- [The problem]:
Which lines below contain the word "name"? Copy each one.

·····

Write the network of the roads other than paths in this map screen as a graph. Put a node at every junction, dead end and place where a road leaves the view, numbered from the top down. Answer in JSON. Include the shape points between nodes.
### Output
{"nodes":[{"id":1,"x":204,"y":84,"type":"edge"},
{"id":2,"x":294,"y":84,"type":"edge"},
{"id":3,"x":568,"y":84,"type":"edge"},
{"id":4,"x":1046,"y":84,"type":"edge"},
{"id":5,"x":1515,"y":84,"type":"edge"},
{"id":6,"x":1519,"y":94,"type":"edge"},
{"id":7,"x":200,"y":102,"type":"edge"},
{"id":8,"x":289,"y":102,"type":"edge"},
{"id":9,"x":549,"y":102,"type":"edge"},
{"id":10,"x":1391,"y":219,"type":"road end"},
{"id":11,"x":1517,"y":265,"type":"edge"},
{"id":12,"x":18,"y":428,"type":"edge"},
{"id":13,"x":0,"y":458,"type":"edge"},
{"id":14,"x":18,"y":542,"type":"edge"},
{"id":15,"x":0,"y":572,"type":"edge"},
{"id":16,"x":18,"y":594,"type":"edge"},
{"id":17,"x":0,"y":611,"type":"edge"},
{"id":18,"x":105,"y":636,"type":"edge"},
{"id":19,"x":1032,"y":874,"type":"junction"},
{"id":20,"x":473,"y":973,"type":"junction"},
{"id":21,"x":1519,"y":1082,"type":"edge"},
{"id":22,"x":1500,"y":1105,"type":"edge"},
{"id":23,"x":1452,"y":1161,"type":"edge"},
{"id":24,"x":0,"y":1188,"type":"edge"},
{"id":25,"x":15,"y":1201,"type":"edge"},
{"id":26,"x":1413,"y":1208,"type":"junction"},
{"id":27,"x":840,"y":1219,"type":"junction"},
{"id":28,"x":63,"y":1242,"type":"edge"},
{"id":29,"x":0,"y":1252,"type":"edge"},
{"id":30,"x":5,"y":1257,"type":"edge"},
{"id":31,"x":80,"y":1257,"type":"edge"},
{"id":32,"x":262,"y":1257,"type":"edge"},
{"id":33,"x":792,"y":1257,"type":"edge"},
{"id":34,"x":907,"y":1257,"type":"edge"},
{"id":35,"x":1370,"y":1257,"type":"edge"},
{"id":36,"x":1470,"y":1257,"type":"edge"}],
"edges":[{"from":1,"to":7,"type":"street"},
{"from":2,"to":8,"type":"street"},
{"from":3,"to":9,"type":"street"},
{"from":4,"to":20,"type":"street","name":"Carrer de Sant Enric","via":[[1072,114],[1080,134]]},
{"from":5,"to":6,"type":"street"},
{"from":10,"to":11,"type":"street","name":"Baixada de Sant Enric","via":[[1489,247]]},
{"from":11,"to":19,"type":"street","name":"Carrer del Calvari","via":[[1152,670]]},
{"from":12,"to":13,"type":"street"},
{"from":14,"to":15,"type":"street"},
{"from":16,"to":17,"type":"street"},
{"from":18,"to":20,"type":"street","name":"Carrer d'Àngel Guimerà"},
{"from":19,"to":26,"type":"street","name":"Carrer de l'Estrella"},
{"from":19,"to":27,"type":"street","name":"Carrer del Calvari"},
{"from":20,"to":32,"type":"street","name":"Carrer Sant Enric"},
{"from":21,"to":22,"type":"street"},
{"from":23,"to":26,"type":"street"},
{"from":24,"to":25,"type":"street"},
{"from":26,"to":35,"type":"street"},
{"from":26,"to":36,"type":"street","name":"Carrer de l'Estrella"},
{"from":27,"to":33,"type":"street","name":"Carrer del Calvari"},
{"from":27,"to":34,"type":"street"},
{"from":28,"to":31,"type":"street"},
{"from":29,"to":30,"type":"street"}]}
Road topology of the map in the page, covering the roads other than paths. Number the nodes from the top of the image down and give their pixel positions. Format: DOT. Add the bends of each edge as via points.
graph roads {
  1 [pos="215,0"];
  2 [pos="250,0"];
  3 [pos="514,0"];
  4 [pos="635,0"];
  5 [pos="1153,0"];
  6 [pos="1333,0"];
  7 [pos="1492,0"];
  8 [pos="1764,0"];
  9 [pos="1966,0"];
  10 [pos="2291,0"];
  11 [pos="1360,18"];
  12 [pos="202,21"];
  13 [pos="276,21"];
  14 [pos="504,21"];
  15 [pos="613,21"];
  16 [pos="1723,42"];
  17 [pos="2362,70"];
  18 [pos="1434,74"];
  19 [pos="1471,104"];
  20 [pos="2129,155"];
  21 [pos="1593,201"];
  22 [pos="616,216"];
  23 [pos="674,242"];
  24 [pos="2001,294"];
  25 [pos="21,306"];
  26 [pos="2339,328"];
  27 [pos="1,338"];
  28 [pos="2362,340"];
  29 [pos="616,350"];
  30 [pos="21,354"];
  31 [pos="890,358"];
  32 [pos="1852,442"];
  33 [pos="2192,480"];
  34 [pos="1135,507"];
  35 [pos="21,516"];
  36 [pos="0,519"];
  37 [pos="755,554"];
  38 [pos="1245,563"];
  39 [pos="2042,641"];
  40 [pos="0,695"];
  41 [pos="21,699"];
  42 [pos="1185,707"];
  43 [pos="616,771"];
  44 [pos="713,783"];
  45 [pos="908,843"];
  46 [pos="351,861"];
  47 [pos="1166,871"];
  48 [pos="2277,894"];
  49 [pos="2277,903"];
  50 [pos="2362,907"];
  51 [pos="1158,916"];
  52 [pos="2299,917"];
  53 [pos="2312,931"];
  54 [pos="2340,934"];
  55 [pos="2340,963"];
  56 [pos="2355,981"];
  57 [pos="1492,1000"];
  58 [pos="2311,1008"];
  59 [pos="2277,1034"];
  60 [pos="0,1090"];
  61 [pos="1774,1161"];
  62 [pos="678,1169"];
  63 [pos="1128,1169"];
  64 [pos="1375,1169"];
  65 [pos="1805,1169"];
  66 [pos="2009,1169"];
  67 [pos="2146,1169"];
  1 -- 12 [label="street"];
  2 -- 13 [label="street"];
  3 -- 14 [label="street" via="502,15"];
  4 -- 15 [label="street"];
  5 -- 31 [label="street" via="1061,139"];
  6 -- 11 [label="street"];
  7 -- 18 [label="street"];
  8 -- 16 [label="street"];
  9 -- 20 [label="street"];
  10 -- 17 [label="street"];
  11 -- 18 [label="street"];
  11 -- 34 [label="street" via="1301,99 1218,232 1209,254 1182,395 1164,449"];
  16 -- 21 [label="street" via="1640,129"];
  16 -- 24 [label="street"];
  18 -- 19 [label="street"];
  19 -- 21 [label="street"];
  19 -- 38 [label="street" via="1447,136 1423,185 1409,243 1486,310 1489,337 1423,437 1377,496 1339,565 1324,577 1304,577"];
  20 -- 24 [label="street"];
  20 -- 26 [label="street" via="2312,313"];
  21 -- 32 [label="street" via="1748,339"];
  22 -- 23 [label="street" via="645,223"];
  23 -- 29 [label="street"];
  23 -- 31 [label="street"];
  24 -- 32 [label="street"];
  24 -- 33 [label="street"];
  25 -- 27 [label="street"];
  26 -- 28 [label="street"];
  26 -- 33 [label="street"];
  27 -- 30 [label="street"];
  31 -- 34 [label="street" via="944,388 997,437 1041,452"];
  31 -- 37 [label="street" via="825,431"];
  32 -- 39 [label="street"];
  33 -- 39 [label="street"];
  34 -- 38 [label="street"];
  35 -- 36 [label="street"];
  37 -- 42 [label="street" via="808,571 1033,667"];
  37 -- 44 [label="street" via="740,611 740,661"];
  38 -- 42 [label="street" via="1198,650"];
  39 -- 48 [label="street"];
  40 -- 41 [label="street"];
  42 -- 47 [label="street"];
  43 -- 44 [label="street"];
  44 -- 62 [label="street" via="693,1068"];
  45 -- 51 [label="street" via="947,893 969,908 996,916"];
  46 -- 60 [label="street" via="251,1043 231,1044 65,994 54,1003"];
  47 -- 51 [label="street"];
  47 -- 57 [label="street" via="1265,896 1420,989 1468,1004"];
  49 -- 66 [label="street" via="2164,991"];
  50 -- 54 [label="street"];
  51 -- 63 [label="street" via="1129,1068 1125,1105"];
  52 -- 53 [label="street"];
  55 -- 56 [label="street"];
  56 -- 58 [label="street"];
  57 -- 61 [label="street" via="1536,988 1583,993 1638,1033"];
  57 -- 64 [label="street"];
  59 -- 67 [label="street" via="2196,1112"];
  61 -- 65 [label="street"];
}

·····

- [Answer space]:
{"from":4,"to":20,"type":"street","name":"Carrer de Sant Enric","via":[[1072,114],[1080,134]]},
{"from":10,"to":11,"type":"street","name":"Baixada de Sant Enric","via":[[1489,247]]},
{"from":11,"to":19,"type":"street","name":"Carrer del Calvari","via":[[1152,670]]},
{"from":18,"to":20,"type":"street","name":"Carrer d'Àngel Guimerà"},
{"from":19,"to":26,"type":"street","name":"Carrer de l'Estrella"},
{"from":19,"to":27,"type":"street","name":"Carrer del Calvari"},
{"from":20,"to":32,"type":"street","name":"Carrer Sant Enric"},
{"from":26,"to":36,"type":"street","name":"Carrer de l'Estrella"},
{"from":27,"to":33,"type":"street","name":"Carrer del Calvari"},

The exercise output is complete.